╭─ INPUT DATA

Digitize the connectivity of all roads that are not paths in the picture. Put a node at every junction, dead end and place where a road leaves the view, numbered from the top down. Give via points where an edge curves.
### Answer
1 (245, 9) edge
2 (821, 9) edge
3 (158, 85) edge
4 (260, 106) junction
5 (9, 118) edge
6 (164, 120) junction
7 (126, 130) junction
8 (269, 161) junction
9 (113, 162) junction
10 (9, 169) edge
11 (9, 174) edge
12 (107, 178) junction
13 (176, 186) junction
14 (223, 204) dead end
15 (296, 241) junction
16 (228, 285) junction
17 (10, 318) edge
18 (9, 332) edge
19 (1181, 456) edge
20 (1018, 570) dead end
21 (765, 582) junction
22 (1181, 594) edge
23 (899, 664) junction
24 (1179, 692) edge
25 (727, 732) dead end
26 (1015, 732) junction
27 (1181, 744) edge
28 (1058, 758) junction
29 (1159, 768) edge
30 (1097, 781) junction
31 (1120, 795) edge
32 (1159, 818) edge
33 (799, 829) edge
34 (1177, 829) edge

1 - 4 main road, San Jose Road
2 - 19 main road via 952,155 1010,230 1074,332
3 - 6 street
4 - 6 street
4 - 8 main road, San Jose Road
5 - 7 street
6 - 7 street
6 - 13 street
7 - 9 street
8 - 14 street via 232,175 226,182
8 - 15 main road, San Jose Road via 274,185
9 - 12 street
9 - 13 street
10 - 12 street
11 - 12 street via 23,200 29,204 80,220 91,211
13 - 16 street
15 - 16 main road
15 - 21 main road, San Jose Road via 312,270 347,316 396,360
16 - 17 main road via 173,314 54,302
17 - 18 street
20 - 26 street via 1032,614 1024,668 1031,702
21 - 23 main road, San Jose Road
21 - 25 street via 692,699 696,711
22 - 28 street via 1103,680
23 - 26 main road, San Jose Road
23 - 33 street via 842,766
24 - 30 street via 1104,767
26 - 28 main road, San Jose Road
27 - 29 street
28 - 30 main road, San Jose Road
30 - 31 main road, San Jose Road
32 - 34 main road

╰─

Please quote the records above exactly, without skipping a line.

Digitize the connectivity of all roads that are not paths in the picture. Put a node at every junction, dead end and place where a road leaves the view, numbered from the top down. Give via points where an edge curves.
### Answer
1 (245, 9) edge
2 (821, 9) edge
3 (158, 85) edge
4 (260, 106) junction
5 (9, 118) edge
6 (164, 120) junction
7 (126, 130) junction
8 (269, 161) junction
9 (113, 162) junction
10 (9, 169) edge
11 (9, 174) edge
12 (107, 178) junction
13 (176, 186) junction
14 (223, 204) dead end
15 (296, 241) junction
16 (228, 285) junction
17 (10, 318) edge
18 (9, 332) edge
19 (1181, 456) edge
20 (1018, 570) dead end
21 (765, 582) junction
22 (1181, 594) edge
23 (899, 664) junction
24 (1179, 692) edge
25 (727, 732) dead end
26 (1015, 732) junction
27 (1181, 744) edge
28 (1058, 758) junction
29 (1159, 768) edge
30 (1097, 781) junction
31 (1120, 795) edge
32 (1159, 818) edge
33 (799, 829) edge
34 (1177, 829) edge

1 - 4 main road, San Jose Road
2 - 19 main road via 952,155 1010,230 1074,332
3 - 6 street
4 - 6 street
4 - 8 main road, San Jose Road
5 - 7 street
6 - 7 street
6 - 13 street
7 - 9 street
8 - 14 street via 232,175 226,182
8 - 15 main road, San Jose Road via 274,185
9 - 12 street
9 - 13 street
10 - 12 street
11 - 12 street via 23,200 29,204 80,220 91,211
13 - 16 street
15 - 16 main road
15 - 21 main road, San Jose Road via 312,270 347,316 396,360
16 - 17 main road via 173,314 54,302
17 - 18 street
20 - 26 street via 1032,614 1024,668 1031,702
21 - 23 main road, San Jose Road
21 - 25 street via 692,699 696,711
22 - 28 street via 1103,680
23 - 26 main road, San Jose Road
23 - 33 street via 842,766
24 - 30 street via 1104,767
26 - 28 main road, San Jose Road
27 - 29 street
28 - 30 main road, San Jose Road
30 - 31 main road, San Jose Road
32 - 34 main road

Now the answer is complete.